With the help of modern plant biotechnological tools, we now have access to vast gene pools that can be used to confer desirable features on economically significant crops. Crops developed by genetic engineering can be utilised to increase yields, nutritional quality, and resistance to a variety of biotic and abiotic challenges.
Advantages and disadvantages-
Genetic engineering, including gene editing, has numerous benefits:
• faster and more precise breeding
• higher crop yields
• development of more nutritious food
• decreased need for herbicides and pesticides.
These genetically modified crops allow farmers to reduce greenhouse gas emissions, since less herbicide is applied and the crops can be grown using low- or no-till farming, farmers use less fuel during cultivation.
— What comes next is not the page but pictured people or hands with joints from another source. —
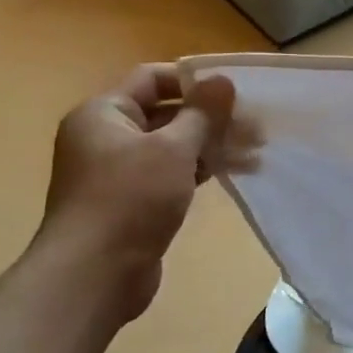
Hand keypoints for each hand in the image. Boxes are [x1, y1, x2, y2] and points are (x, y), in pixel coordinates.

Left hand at [34, 64, 260, 319]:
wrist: (95, 273)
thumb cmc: (130, 198)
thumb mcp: (173, 148)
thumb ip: (202, 113)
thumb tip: (222, 80)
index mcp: (104, 113)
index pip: (152, 78)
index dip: (193, 80)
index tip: (235, 90)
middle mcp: (106, 136)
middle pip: (166, 112)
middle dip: (212, 118)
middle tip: (257, 126)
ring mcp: (118, 171)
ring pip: (173, 145)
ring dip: (213, 145)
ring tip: (256, 153)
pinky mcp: (132, 201)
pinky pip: (171, 173)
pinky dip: (200, 169)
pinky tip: (234, 173)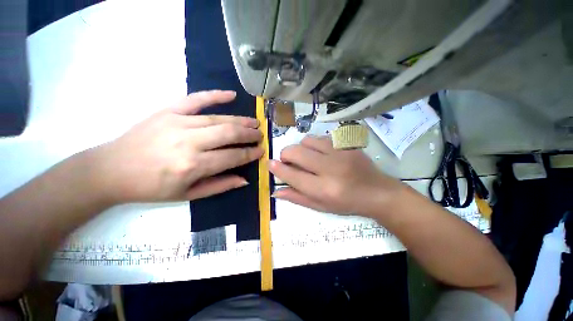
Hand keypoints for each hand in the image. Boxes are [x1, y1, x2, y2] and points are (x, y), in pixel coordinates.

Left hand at [92, 90, 263, 202]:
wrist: (112, 169)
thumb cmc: (152, 187)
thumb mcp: (188, 195)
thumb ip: (220, 186)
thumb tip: (245, 179)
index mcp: (194, 166)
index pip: (233, 156)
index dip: (250, 153)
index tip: (261, 150)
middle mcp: (189, 142)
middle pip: (229, 134)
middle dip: (249, 134)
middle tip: (260, 135)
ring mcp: (178, 122)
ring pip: (219, 118)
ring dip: (241, 120)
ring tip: (254, 122)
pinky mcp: (168, 111)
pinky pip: (196, 99)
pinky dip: (215, 95)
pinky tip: (231, 95)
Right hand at [269, 136, 404, 215]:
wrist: (377, 192)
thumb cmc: (347, 203)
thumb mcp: (321, 207)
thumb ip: (297, 198)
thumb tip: (276, 191)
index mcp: (324, 189)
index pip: (293, 175)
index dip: (278, 168)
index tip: (270, 164)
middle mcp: (330, 169)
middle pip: (296, 152)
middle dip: (286, 155)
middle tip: (289, 161)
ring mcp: (340, 153)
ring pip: (307, 140)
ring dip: (301, 149)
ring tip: (307, 158)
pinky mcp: (347, 144)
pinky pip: (321, 138)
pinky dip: (315, 145)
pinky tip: (321, 154)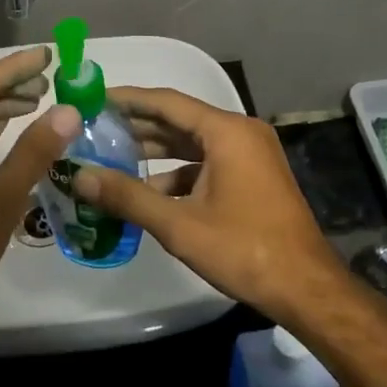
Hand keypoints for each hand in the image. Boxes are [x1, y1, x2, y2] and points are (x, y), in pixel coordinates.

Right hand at [72, 86, 345, 323]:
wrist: (305, 288)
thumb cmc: (243, 249)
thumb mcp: (179, 224)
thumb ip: (128, 196)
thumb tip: (80, 176)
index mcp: (226, 132)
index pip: (167, 102)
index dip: (128, 99)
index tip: (94, 98)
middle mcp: (240, 133)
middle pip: (179, 119)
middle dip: (137, 125)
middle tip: (95, 128)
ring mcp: (250, 155)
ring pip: (193, 143)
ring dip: (155, 151)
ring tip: (112, 157)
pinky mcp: (253, 177)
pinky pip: (207, 163)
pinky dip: (178, 172)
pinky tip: (149, 190)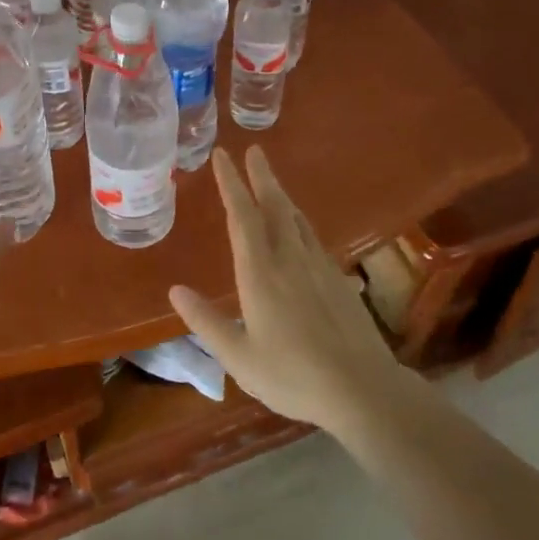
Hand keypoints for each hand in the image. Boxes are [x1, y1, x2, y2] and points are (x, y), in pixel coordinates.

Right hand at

Additionally, these reduced tillage practices increase soil carbon sequestration by leaving soils undisturbed and allowing them to retain more water and organic matter.
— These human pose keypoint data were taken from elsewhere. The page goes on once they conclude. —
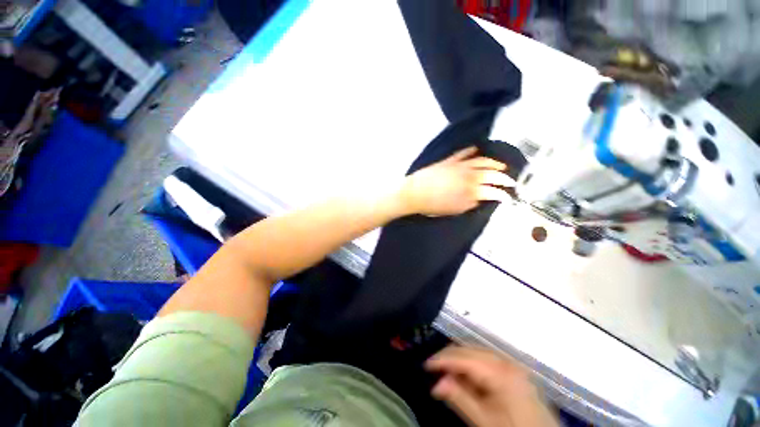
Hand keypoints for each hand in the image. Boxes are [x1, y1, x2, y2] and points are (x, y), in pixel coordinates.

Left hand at [399, 147, 513, 216]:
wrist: (414, 193)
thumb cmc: (433, 206)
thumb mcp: (454, 210)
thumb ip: (470, 204)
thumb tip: (480, 198)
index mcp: (471, 191)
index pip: (493, 191)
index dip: (503, 195)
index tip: (509, 197)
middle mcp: (469, 175)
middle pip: (492, 174)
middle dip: (504, 178)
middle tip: (511, 181)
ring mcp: (459, 165)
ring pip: (482, 161)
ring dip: (493, 163)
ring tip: (501, 165)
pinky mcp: (449, 160)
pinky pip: (463, 153)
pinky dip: (471, 151)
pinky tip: (477, 149)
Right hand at [425, 346, 558, 426]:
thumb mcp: (486, 421)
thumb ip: (460, 399)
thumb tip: (437, 383)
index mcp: (500, 372)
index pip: (463, 357)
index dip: (442, 359)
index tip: (426, 365)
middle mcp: (505, 361)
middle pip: (469, 350)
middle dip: (449, 359)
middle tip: (435, 373)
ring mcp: (511, 364)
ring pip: (476, 353)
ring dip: (460, 361)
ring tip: (448, 376)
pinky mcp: (513, 370)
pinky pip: (486, 360)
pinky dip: (472, 366)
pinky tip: (467, 378)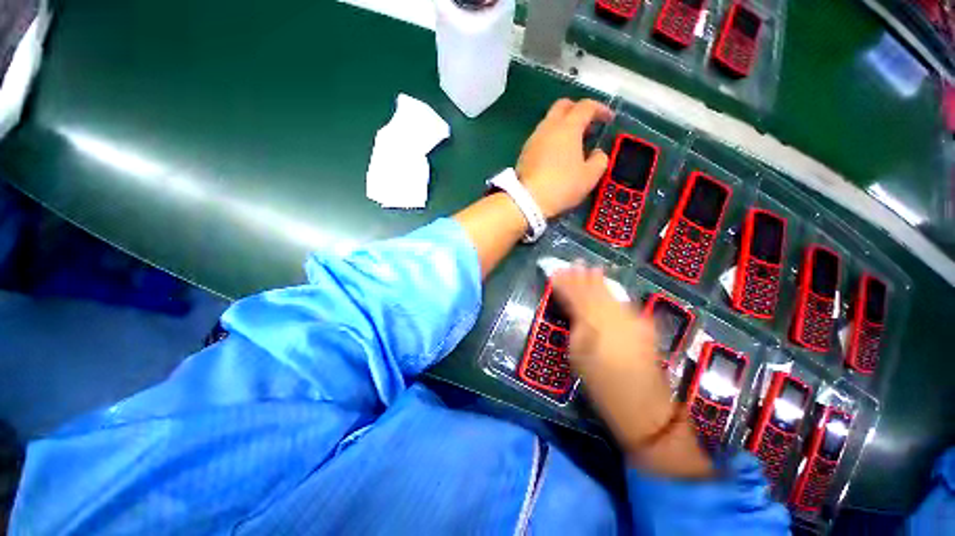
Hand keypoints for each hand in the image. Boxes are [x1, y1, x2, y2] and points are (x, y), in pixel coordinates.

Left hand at [516, 99, 612, 218]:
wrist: (527, 200)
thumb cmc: (562, 186)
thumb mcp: (589, 176)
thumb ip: (599, 160)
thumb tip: (597, 153)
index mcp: (567, 127)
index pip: (586, 106)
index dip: (600, 109)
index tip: (608, 119)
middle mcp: (548, 127)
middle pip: (563, 106)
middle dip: (578, 110)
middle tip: (588, 125)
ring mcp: (533, 139)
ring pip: (550, 121)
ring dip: (563, 125)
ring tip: (573, 143)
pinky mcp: (524, 152)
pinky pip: (541, 136)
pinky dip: (552, 138)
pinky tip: (557, 155)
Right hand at [550, 265, 677, 452]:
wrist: (642, 406)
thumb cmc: (601, 386)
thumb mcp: (578, 356)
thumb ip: (576, 327)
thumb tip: (573, 309)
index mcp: (593, 326)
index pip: (575, 297)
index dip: (565, 285)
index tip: (555, 273)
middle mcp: (614, 317)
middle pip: (593, 292)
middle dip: (580, 277)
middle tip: (571, 263)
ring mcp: (631, 319)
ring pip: (609, 293)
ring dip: (597, 280)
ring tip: (588, 267)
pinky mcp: (643, 325)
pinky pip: (622, 302)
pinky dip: (612, 291)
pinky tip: (607, 283)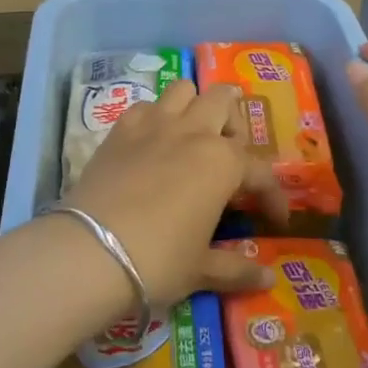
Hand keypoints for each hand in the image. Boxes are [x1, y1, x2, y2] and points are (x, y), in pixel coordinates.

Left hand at [59, 80, 284, 306]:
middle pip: (223, 100)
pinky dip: (154, 117)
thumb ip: (237, 268)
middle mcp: (194, 132)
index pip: (261, 173)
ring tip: (193, 135)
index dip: (273, 197)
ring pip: (183, 90)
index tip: (276, 220)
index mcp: (223, 163)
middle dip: (233, 122)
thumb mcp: (201, 269)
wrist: (91, 252)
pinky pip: (144, 107)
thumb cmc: (158, 260)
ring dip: (194, 106)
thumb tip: (268, 277)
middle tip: (229, 155)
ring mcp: (154, 125)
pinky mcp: (120, 130)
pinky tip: (152, 142)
However, it also comes with its own problems. Genetically engineered crops become pest tolerant and their overuse has made plants pest resistant. Seed contamination is another problem of genetic engineering. It can occur from wind that is blown from genetically engineered crops to normal crops.
Genetically modified crops in India-
So far, India has approved only one other GM crop for commercial cultivation: GM cotton in 2002. In 2009, GEAC cleared transgenic aubergine or eggplant, also called Bt brinjal, for evaluation. Unfortunately, that effort stalled following a strong public backlash and the recommendations of aubergine-growing Indian states.
The latest GEAC approval allows for the environmental release of two varieties of genetically engineered mustard for developing new parental lines and hybrids under the supervision of the Indian Council of Agriculture Research (ICAR).